You are the CEO of a small or medium-sized company and someone from your IT team runs to your office, pale-faced, to tell you that the company’s network has been hacked. They don’t know how the penetration occurred, when, or whether any data or confidential material has been stolen. Who do you call first? Your cyber forensic expert? The cybersecurity consultant you hired to help fortify your systems? The Board of Directors? No, your first call should be to your attorney.
Why should your first call be to your attorney? Whether you call in-house or external counsel, you will want to know what federal and state reporting obligations must be addressed, whether and when to involve law enforcement, and how best to respond to the incident to preserve evidence and limit your legal liability in the event of a regulatory action or lawsuit. However, the most urgent and often overlooked reason is to ensure that your company’s response to the incident falls under the umbrella of attorney-client privilege.
If your company is subject to a data breach and customer records are lost, you likely have an obligation to report the loss.
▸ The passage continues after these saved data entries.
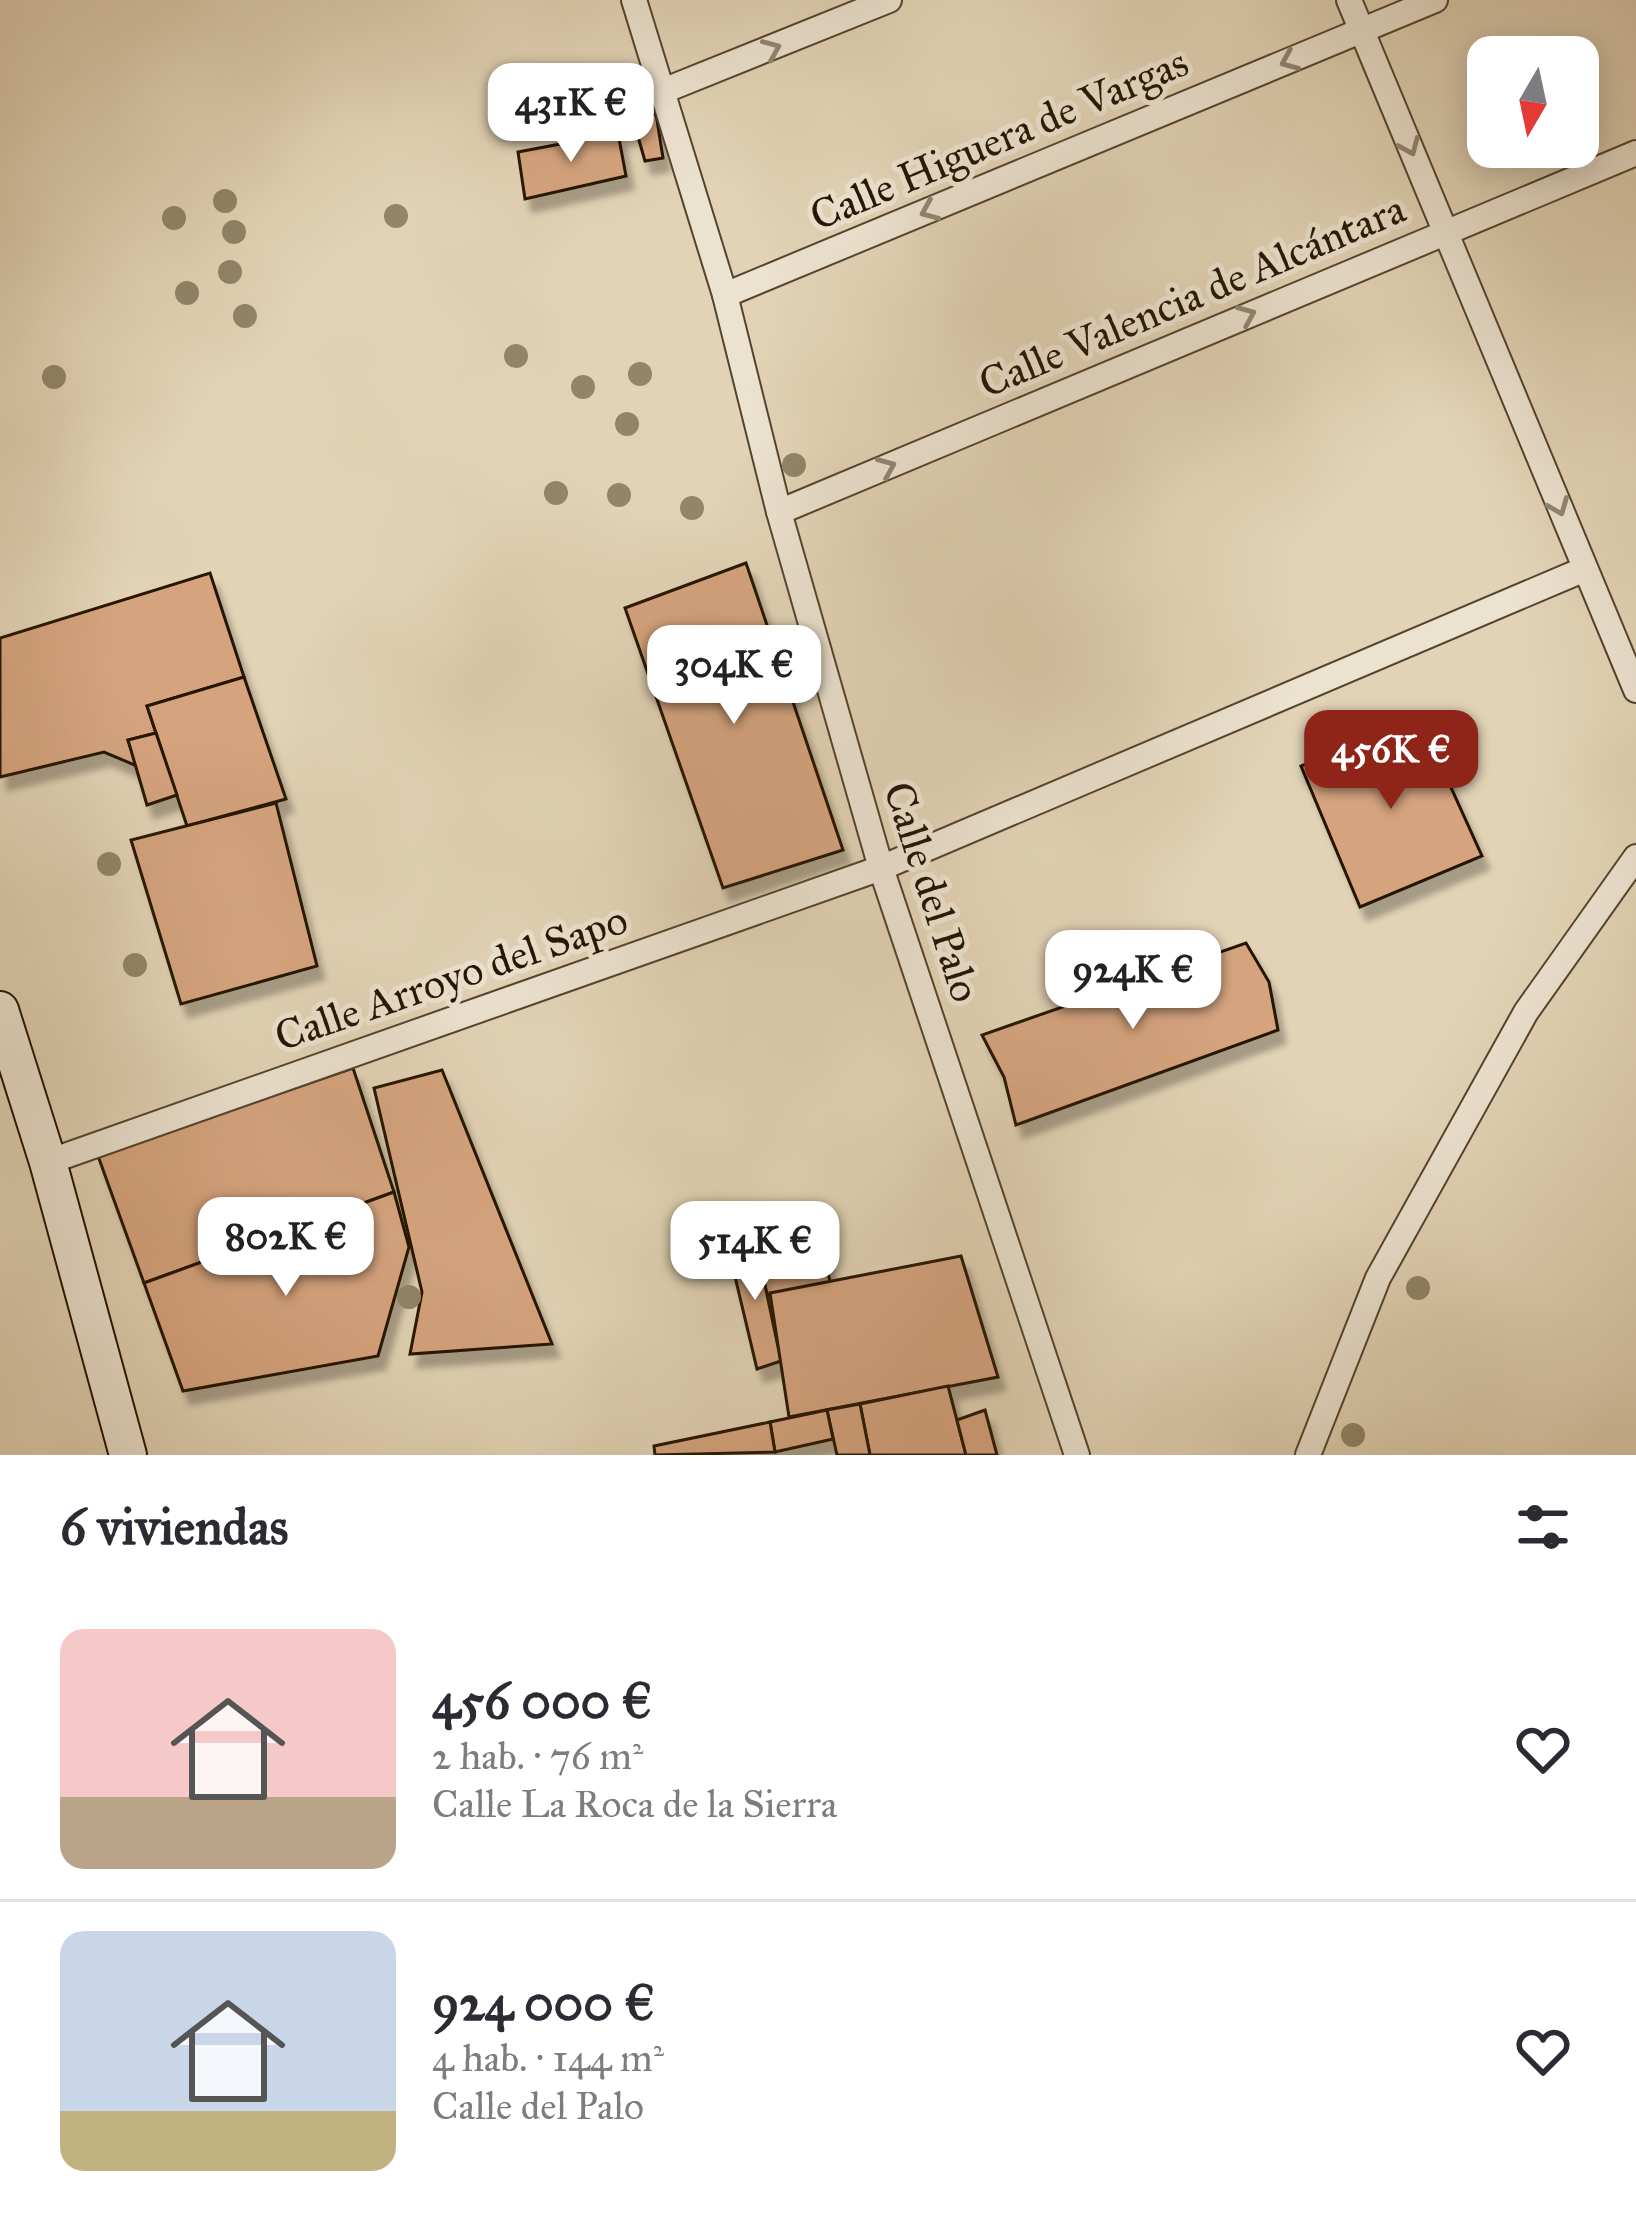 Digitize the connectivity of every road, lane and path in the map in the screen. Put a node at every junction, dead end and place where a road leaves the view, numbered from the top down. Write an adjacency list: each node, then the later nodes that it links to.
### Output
1 (634, 0): 6 (street, Calle del Palo)
2 (889, 0): 6 (street, one-way to 2)
3 (1348, 0): 5 (street)
4 (1436, 0): 5 (street, Calle Higuera de Vargas)
5 (1361, 31): 8 (street, one-way to 8); 9 (street, Calle Higuera de Vargas, one-way to 9)
6 (663, 91): 9 (street, Calle del Palo)
7 (1636, 153): 8 (street, Calle Valencia de Alcántara)
8 (1445, 232): 10 (street, Calle Valencia de Alcántara, one-way to 8); 11 (street, one-way to 11)
9 (725, 295): 10 (street, Calle del Palo)
10 (779, 512): 14 (street, Calle del Palo)
11 (1585, 569): 12 (street); 14 (street, Calle Arroyo del Sapo)
12 (1636, 690)
13 (1636, 857): 19 (street)
14 (881, 868): 16 (street, Calle Arroyo del Sapo); 18 (street, Calle del Palo)
15 (0, 1010): 16 (street)
16 (48, 1162): 17 (street)
17 (128, 1455)
18 (1077, 1455)
19 (1308, 1455)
Once reported, your company may face a civil suit, regulatory investigation, or government enforcement action. Imagine if your pre-incident security assessment revealed critical weaknesses in your cybersecurity system and there are emails describing those weaknesses. Would you want those emails to be discoverable in a civil litigation? What about emails discussing what or what not to include in your company’s cybersecurity policy or after-the-fact internal criticism of the way your team responded to a breach?
In United States v. Kovel, the Second Circuit Court of Appeals extended attorney-client privilege to third parties, such as accountants, who assist lawyers representing their clients. The reasoning of the 1961 Kovel decision has been broadened over the years and is now being extended to cybersecurity consultants. In 2015, a federal judge ruled in favor of Genesco Inc. in a dispute with Visa to compel the production of documents from IBM, which Genesco had retained to provide consulting and technical services to help Genesco’s counsel. Visa was attempting to recoup $13 million in damages assessed after a data breach, but the judge found that IBM’s documents and communications with Genesco were protected by the privilege.
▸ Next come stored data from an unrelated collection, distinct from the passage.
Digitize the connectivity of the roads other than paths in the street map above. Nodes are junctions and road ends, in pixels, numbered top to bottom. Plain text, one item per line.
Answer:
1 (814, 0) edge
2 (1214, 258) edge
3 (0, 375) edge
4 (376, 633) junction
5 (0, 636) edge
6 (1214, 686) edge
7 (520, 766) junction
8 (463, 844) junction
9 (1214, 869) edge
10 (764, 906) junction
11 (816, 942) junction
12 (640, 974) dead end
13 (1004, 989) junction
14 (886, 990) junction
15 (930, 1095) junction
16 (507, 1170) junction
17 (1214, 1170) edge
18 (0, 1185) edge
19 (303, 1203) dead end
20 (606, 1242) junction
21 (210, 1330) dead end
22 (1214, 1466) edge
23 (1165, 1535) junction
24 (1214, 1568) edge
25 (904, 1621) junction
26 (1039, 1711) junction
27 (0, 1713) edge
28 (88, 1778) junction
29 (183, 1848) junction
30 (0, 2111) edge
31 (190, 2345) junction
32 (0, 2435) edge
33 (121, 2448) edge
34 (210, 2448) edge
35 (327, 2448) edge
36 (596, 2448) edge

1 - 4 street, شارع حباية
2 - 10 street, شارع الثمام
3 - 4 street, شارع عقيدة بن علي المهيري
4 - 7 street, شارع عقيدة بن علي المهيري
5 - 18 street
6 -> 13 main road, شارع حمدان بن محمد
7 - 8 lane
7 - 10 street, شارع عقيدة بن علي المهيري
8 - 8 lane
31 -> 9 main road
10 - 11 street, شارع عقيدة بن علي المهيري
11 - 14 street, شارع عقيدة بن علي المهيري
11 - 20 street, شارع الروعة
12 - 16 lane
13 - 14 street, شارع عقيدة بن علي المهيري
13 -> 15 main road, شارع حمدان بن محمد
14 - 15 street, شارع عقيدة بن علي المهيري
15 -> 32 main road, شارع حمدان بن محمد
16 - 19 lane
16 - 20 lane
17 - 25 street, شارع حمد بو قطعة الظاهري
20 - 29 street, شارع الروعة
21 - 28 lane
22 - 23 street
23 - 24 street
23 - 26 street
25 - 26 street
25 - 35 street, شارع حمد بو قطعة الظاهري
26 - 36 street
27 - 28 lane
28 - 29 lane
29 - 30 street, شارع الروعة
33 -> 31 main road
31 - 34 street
Companies cannot, however, simply copy their attorneys on every email with their cybersecurity consultants or invite their attorney to a cybersecurity meeting to read the newspaper in a corner. To protect communications with and work product of your cybersecurity team, you need them to truly be working hand-in-hand with your attorneys to advise not only on the technical but legal and regulatory aspects of pre- and post-incident activity. This is why it is so important to have your cybersecurity team in place long before an incident ever occurs.
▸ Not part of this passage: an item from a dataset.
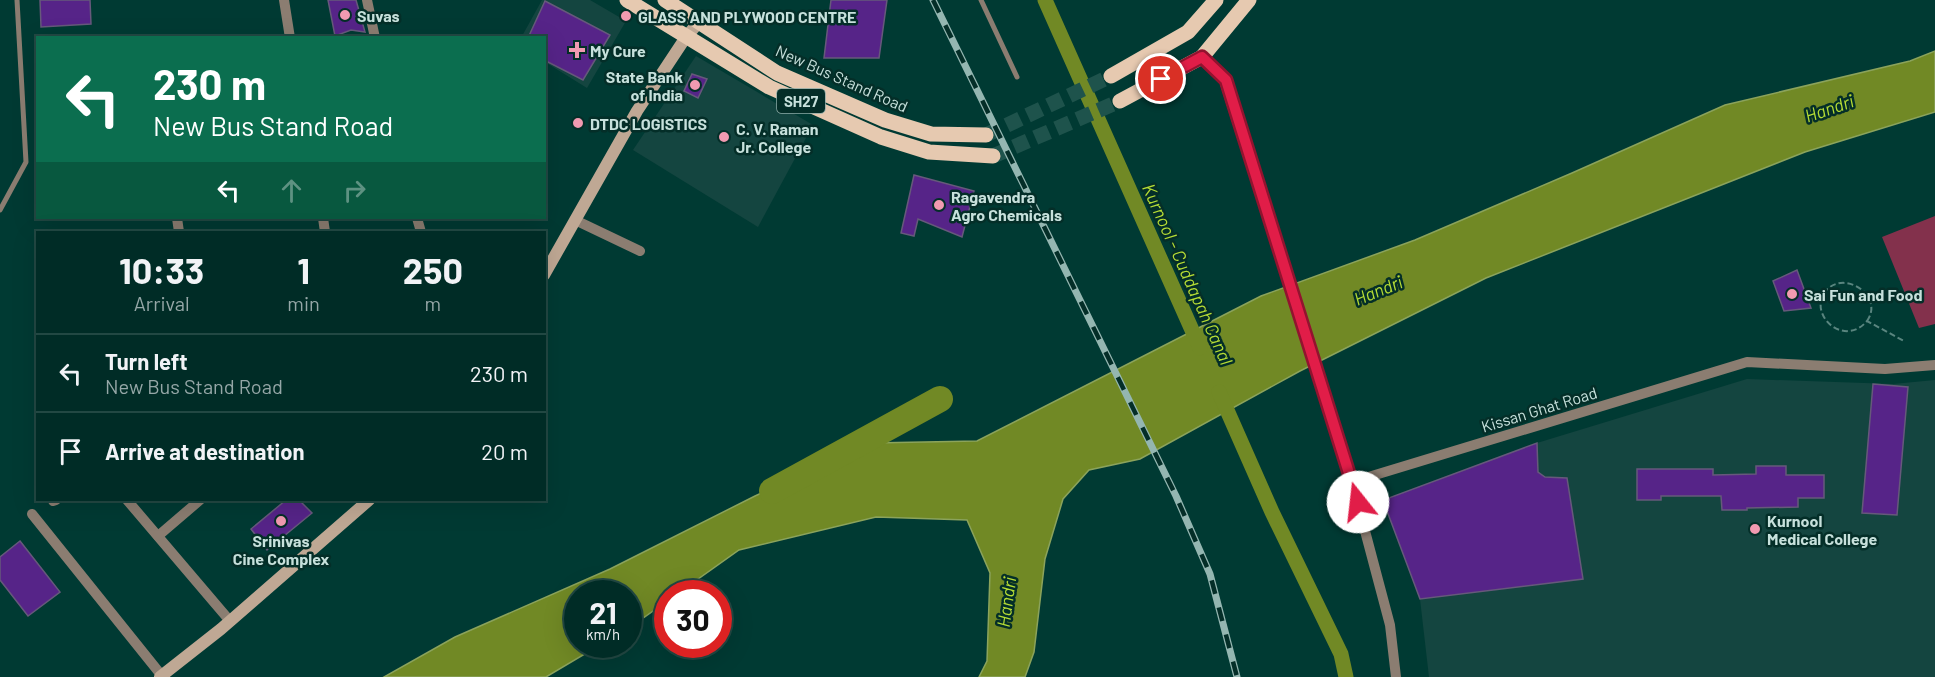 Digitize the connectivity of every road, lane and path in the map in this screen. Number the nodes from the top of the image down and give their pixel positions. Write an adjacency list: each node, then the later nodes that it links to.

Companies should engage third-party cybersecurity consultants through outside counsel and any contract with that consultant should be signed by the attorney as well. The contract’s statement of work should make clear that the work is being performed in conjunction with counsel and in anticipation of litigation. Communications that truly relate to the provision of legal advice should be appropriately labeled and, to the extent possible, attorneys should direct the work of the cybersecurity consultants.
There is no guarantee that all communications and work product will be protected by the privilege. However, engaging counsel both before and after a cybersecurity incident can increase the efficiency of your cybersecurity consultants who may not be focused on the company’s legal requirements and demonstrate to regulators how seriously your company takes the problem.